Cependant, le non-aboutissement du projet intéresse moins l’historien que les débats qui l’entourent. D’une part, ces derniers témoignent d’un véritable décalage entre la mise en valeur d’un tourisme balnéaire en plein essor et le délaissement, de plus en plus affirmé, du tourisme « pittoresque »8. D’autre part, il rappelle que l’économie touristique locale est déjà parfaitement structurée durant l’entre-deux-guerres et que l’année 1936 ne doit pas être considérée comme un point de départ mais plutôt comme une opportunité favorisant l’aboutissement de projets initiés de longue date9. Encore faut-il que ces derniers soient jugés utiles par les instances décisionnaires…

Yves-Marie EVANNO

 

 

 

 

1 « La route touristique du Blavet », Le Nouvelliste du Morbihan, 1er juillet 1936, p. 6.

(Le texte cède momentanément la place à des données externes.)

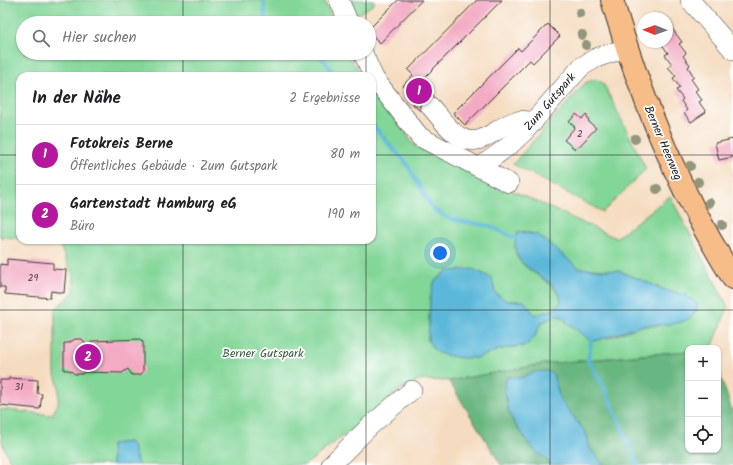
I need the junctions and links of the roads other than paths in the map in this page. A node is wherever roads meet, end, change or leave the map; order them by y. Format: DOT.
graph roads {
  1 [pos="339,0"];
  2 [pos="612,0"];
  3 [pos="690,0"];
  4 [pos="346,16"];
  5 [pos="626,48"];
  6 [pos="733,50"];
  7 [pos="365,60"];
  8 [pos="371,72"];
  9 [pos="376,81"];
  10 [pos="430,106"];
  11 [pos="533,123"];
  12 [pos="480,167"];
  13 [pos="509,182"];
  14 [pos="733,278"];
  15 [pos="412,390"];
  16 [pos="331,465"];
  1 -- 4 [label="street"];
  2 -- 5 [label="main road, Berner Heerweg"];
  3 -- 6 [label="street"];
  5 -- 11 [label="street, Zum Gutspark"];
  5 -- 14 [label="main road, Berner Heerweg"];
  7 -- 8 [label="street"];
  9 -- 12 [label="street"];
  10 -- 11 [label="street"];
  11 -- 12 [label="street, Zum Gutspark"];
  12 -- 13 [label="street"];
  15 -- 16 [label="street"];
}
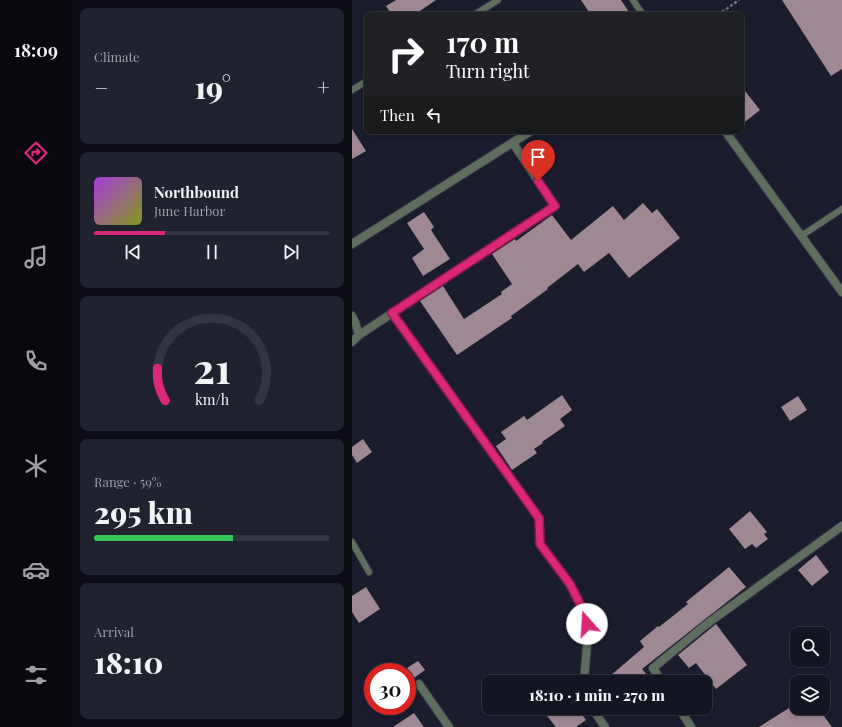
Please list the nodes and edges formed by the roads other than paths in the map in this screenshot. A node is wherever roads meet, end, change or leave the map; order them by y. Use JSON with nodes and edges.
{"nodes":[{"id":1,"x":498,"y":0,"type":"edge"},
{"id":2,"x":633,"y":0,"type":"edge"},
{"id":3,"x":479,"y":12,"type":"edge"},
{"id":4,"x":641,"y":12,"type":"edge"},
{"id":5,"x":364,"y":83,"type":"edge"},
{"id":6,"x":352,"y":90,"type":"edge"},
{"id":7,"x":526,"y":134,"type":"edge"},
{"id":8,"x":726,"y":134,"type":"edge"},
{"id":9,"x":513,"y":143,"type":"junction"},
{"id":10,"x":842,"y":209,"type":"edge"},
{"id":11,"x":801,"y":236,"type":"junction"},
{"id":12,"x":352,"y":244,"type":"edge"},
{"id":13,"x":842,"y":292,"type":"edge"},
{"id":14,"x":392,"y":313,"type":"junction"},
{"id":15,"x":352,"y":316,"type":"edge"},
{"id":16,"x":359,"y":335,"type":"junction"},
{"id":17,"x":352,"y":342,"type":"edge"},
{"id":18,"x":842,"y":526,"type":"edge"},
{"id":19,"x":352,"y":542,"type":"edge"},
{"id":20,"x":369,"y":572,"type":"dead end"},
{"id":21,"x":585,"y":675,"type":"edge"},
{"id":22,"x":658,"y":675,"type":"edge"},
{"id":23,"x":419,"y":684,"type":"dead end"},
{"id":24,"x":597,"y":715,"type":"edge"},
{"id":25,"x":683,"y":715,"type":"edge"},
{"id":26,"x":449,"y":727,"type":"edge"},
{"id":27,"x":605,"y":727,"type":"edge"},
{"id":28,"x":691,"y":727,"type":"edge"}],
"edges":[{"from":1,"to":3,"type":"lane"},
{"from":2,"to":4,"type":"lane"},
{"from":5,"to":6,"type":"lane"},
{"from":7,"to":9,"type":"street"},
{"from":8,"to":11,"type":"street"},
{"from":9,"to":12,"type":"street"},
{"from":9,"to":14,"type":"street"},
{"from":10,"to":11,"type":"lane"},
{"from":11,"to":13,"type":"street"},
{"from":14,"to":16,"type":"street"},
{"from":14,"to":21,"type":"street"},
{"from":15,"to":16,"type":"street"},
{"from":16,"to":17,"type":"street"},
{"from":18,"to":22,"type":"street"},
{"from":19,"to":20,"type":"lane"},
{"from":23,"to":26,"type":"street"},
{"from":24,"to":27,"type":"street"},
{"from":25,"to":28,"type":"street"}]}
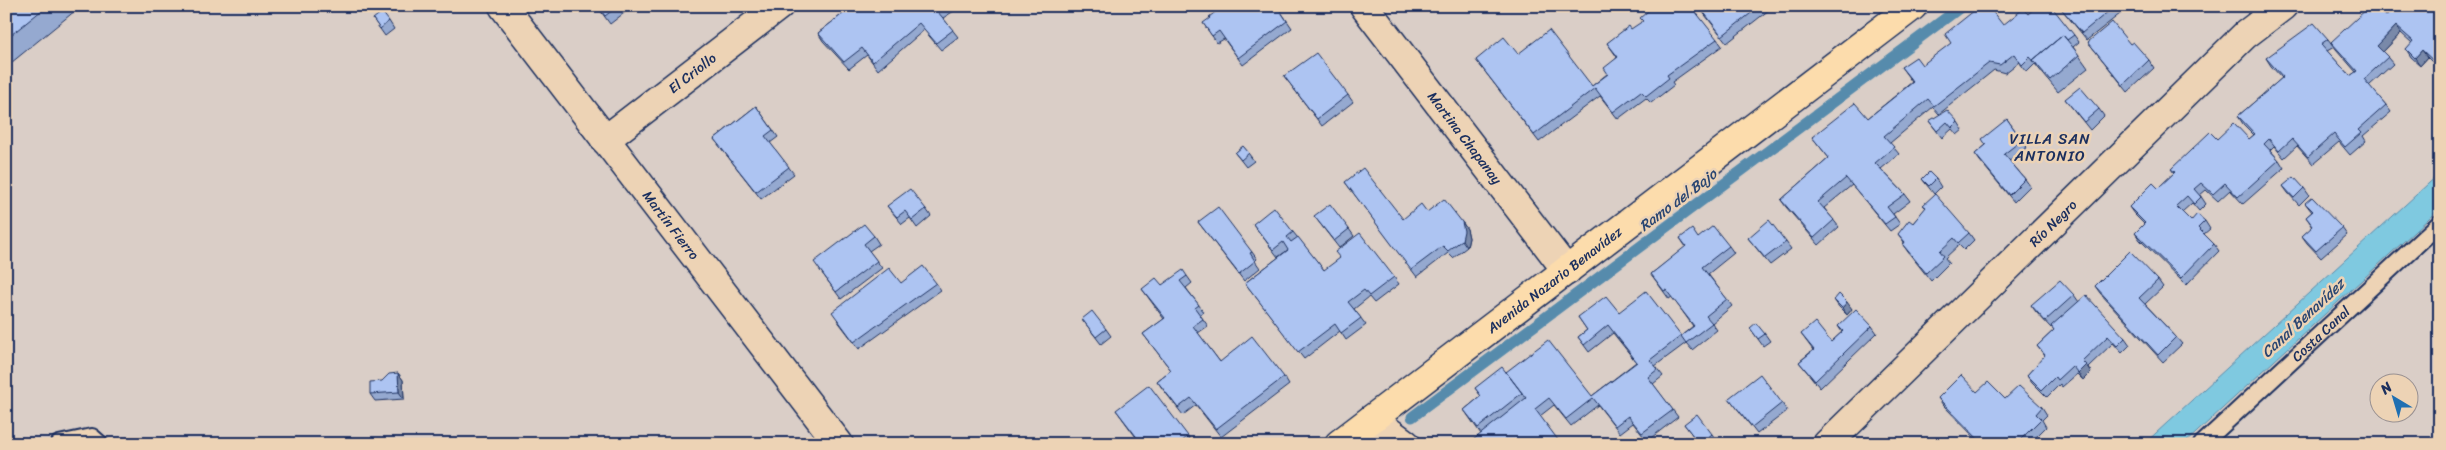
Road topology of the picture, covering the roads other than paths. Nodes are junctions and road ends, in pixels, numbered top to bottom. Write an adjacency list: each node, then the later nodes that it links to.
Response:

2 « La route touristique du Blavet », Le Nouvelliste du Morbihan, 2 juillet 1936, p. 3.

3 Le journal évoque « particulièrement cette catégorie de travailleurs qui font La Beauce tous les étés et ne savent que faire de leurs dix doigts pendant les longs mois d’hiver ». « La route touristique du Blavet », Le Nouvelliste du Morbihan, 2 juillet 1936, p. 3.

4 Archives départementales du Morbihan, 8 M 132, rapport de l’ingénieur en chef, 18 décembre 1935.

5 Archives départementales du Morbihan, 8 M 132, rapport de l’ingénieur en chef, 28 juillet 1936.

6 Archives départementales du Morbihan, 8 M 132, rapport de l’ingénieur en chef, 7 juillet 1936.

7 Archives départementales du Morbihan, 8 M 132, rapport de l’ingénieur en chef du service vicinal, 15 septembre 1936.

8 Ce sentiment « d’abandon » se confirmera d’ailleurs quelques années plus tard, en novembre 1943, à l’occasion d’une réunion de l’union départementale des Syndicats d’Initiative morbihannais. A l’idée d’abandonner la singularité de son secteur pour défendre les mérites d’un tourisme départemental et donc…. balnéaire, le président du syndicat d’initiative de Pontivy estime que son syndicat est « démembr[é] » en dépit de « 37 ans » d’activité prospère. Archives départementales du Morbihan, 2 W 11469, lettre du président du syndicat d’initiative de Pontivy au préfet, novembre 1943.

9 Sur ce point, voir la synthèse proposée par VINCENT, Johan, « Bretagne et congés payés. 1936, l’invention d’un nouveau marché touristique », in LE GALL, Erwan et PRIGENT, François (dir.), C’était 1936. Le front populaire vu de Bretagne, Rennes, Ed. Goater, 2016, p. 237-254.